This book addresses complex issues such as the existence of homoclinic orbits and the study of chaotic behavior arising from these orbits in various perturbed nonlinear equations, including the Schrödinger equation, the Sine-Gordon equation, and the Korteweg-de Vries (KdV) equation. It provides a detailed and rigorous examination of these topics, supported by rich documentation and illustrative examples. The content reflects fundamental concepts and significant advancements in nearly integrable dynamical systems. Designed to facilitate the rapid entry of senior university students, graduate students, postdoctoral fellows, and early-career academics into the field, this book also serves as a valuable reference for researchers and educators in traditional natural sciences and engineering, aiding in the expansion of their knowledge base.

About the author

Boling GUO, an Academician of the Chinese Academy of Sciences and a researcher and doctoral supervisor at the Institute of Applied Physics and Computational Mathematics, is primarily engaged in research on nonlinear evolution equations and infinite-dimensional dynamical systems.

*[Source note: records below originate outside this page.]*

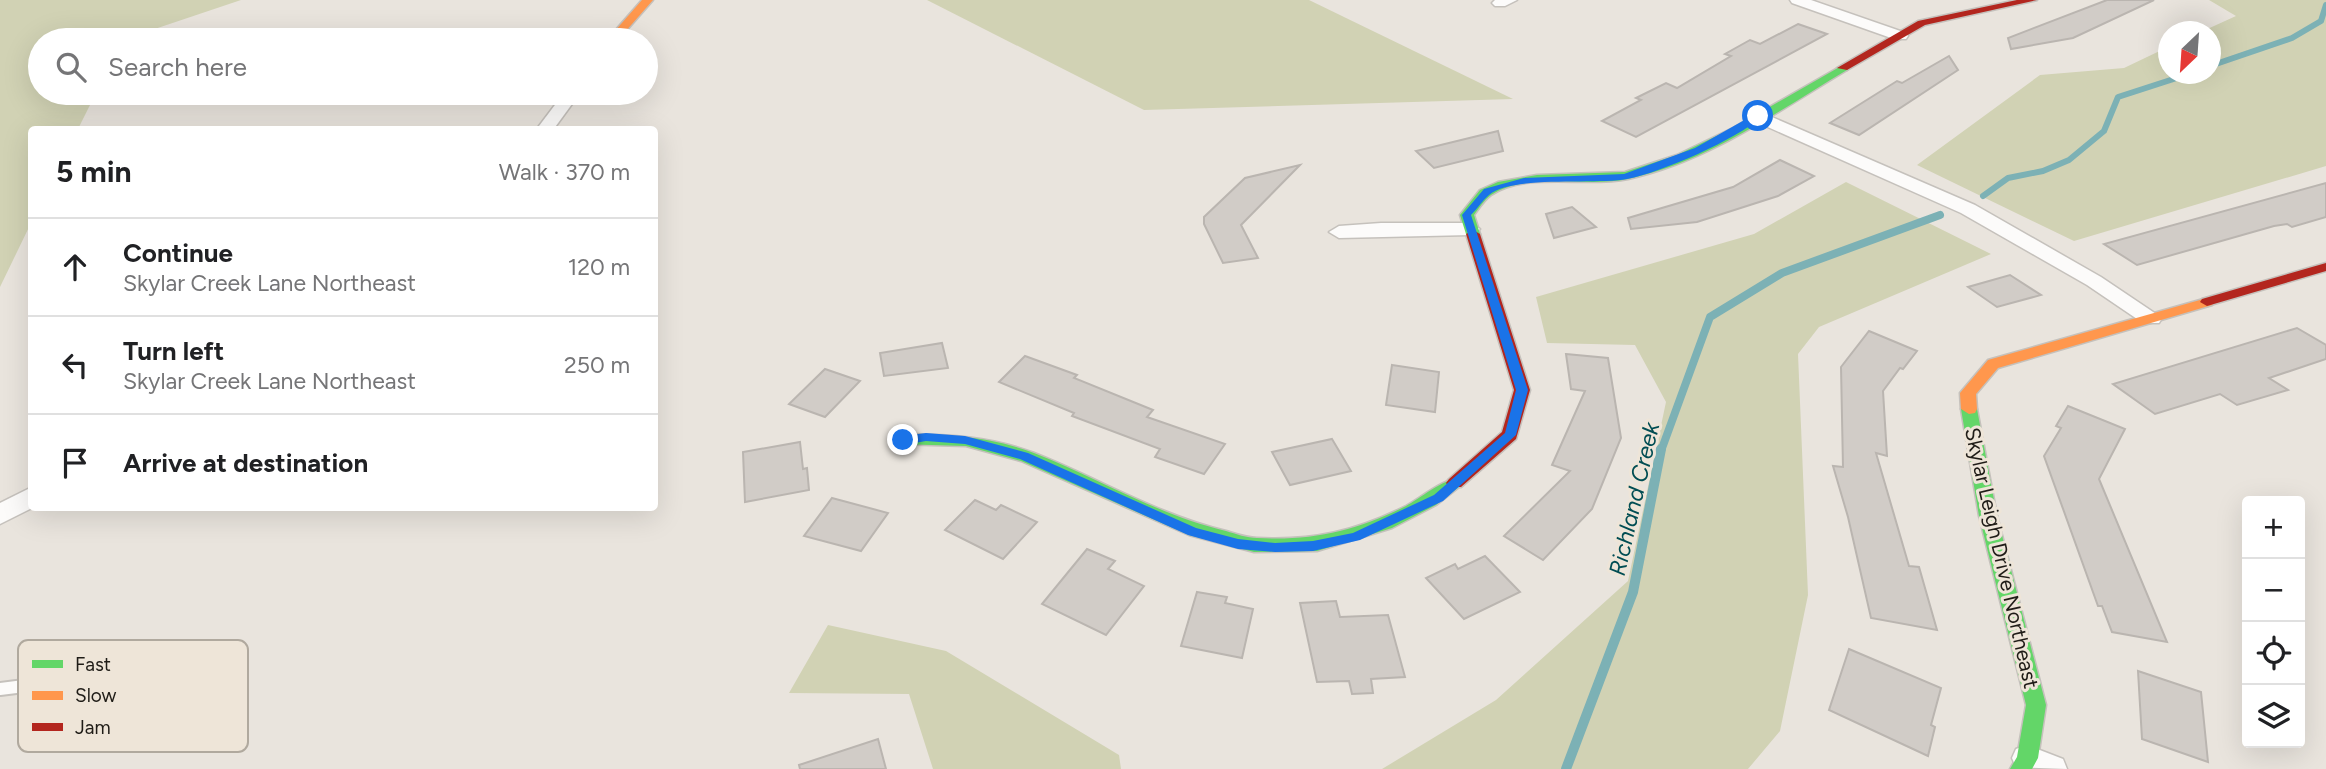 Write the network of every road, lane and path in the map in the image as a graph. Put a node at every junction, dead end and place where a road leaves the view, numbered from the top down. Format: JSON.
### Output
{"nodes":[{"id":1,"x":648,"y":0,"type":"edge"},
{"id":2,"x":1797,"y":0,"type":"edge"},
{"id":3,"x":2032,"y":0,"type":"edge"},
{"id":4,"x":623,"y":28,"type":"edge"},
{"id":5,"x":1900,"y":36,"type":"junction"},
{"id":6,"x":563,"y":105,"type":"edge"},
{"id":7,"x":1758,"y":116,"type":"junction"},
{"id":8,"x":547,"y":126,"type":"edge"},
{"id":9,"x":1470,"y":229,"type":"junction"},
{"id":10,"x":1339,"y":232,"type":"dead end"},
{"id":11,"x":2326,"y":267,"type":"edge"},
{"id":12,"x":2151,"y":318,"type":"junction"},
{"id":13,"x":903,"y":440,"type":"dead end"},
{"id":14,"x":28,"y":498,"type":"edge"},
{"id":15,"x":0,"y":515,"type":"edge"},
{"id":16,"x":18,"y":687,"type":"edge"},
{"id":17,"x":0,"y":689,"type":"edge"},
{"id":18,"x":2033,"y":765,"type":"edge"}],
"edges":[{"from":1,"to":4,"type":"street"},
{"from":2,"to":5,"type":"street"},
{"from":3,"to":5,"type":"street"},
{"from":5,"to":7,"type":"street"},
{"from":6,"to":8,"type":"street"},
{"from":7,"to":9,"type":"street"},
{"from":7,"to":12,"type":"street"},
{"from":9,"to":10,"type":"street"},
{"from":9,"to":13,"type":"street"},
{"from":11,"to":12,"type":"street","name":"Skylar Leigh Drive Northeast"},
{"from":12,"to":18,"type":"street","name":"Skylar Leigh Drive Northeast"},
{"from":14,"to":15,"type":"street"},
{"from":16,"to":17,"type":"lane"}]}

Guo has been awarded one first prize and one third prize of the National Natural Science Award, as well as two first prizes of the Science and Technology Progress Award from the National Defense Science and Industry Commission.

Jun ZHANG, a Professor and Master Advisor at the College of Science, Zhejiang University of Technology, is primarily engaged in research on nonlinear evolution equations. Zhang has received funding for two projects from the National Natural Science Foundation of China and one project from the Natural Science Foundation of Zhejiang Province.

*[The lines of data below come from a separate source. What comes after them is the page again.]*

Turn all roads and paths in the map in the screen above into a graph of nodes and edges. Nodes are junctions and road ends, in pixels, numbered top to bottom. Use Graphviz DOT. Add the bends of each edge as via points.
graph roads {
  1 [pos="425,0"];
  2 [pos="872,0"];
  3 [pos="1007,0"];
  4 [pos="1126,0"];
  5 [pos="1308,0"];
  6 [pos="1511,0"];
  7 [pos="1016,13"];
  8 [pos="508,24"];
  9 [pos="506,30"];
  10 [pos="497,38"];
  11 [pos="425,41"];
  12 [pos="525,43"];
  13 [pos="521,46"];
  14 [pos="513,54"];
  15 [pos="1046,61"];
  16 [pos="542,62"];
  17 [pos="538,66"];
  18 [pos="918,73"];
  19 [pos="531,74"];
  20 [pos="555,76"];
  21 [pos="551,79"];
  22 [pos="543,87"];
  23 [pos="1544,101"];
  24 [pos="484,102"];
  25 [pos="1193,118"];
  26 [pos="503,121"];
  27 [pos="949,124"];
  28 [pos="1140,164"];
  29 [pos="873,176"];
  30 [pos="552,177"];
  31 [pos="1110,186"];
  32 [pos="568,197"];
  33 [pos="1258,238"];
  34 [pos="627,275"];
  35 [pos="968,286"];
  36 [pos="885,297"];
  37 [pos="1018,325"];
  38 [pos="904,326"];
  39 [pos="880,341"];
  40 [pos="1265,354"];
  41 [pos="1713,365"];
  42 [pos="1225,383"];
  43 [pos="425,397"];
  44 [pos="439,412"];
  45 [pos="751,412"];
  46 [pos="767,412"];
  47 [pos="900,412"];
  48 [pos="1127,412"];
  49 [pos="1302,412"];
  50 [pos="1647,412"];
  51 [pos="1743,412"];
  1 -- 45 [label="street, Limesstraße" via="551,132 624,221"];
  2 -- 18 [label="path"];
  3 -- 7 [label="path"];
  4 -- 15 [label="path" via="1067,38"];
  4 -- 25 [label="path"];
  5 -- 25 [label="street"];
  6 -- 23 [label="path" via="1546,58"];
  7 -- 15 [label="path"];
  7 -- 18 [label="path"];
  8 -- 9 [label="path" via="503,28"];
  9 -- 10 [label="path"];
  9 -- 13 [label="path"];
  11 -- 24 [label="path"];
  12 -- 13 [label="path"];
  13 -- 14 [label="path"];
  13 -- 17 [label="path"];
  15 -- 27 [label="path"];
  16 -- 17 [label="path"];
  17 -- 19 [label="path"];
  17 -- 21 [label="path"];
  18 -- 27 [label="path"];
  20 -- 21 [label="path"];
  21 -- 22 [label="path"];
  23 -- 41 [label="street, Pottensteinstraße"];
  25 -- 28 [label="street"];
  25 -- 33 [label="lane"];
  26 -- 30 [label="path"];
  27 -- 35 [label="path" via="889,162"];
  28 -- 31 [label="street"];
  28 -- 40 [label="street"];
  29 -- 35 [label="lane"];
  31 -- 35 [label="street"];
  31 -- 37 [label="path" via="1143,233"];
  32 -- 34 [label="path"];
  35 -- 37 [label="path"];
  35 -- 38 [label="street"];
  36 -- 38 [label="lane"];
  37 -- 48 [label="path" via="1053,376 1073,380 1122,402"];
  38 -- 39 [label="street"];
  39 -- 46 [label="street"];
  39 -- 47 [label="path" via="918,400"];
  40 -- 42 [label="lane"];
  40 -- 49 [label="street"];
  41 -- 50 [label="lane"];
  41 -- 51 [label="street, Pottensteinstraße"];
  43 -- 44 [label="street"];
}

Jing LI, a Professor and Master Advisor at the School of Mathematics and Statistics, Changsha University of Science and Technology, is primarily engaged in research on nonlinear evolution equations. Li has received funding for three projects from the National Natural Science Foundation of China and two projects from the Natural Science Foundation of Hunan Province.

Lan ZENG, an Associate Professor and Master Advisor at the School of Mathematical and Physics, Beijing University of Chemical Technology, is primarily engaged in research on the stability of various equations in fluid mechanics. Zeng has received funding for one project from the National Natural Science Foundation of China and one project from the China Postdoctoral Science Foundation.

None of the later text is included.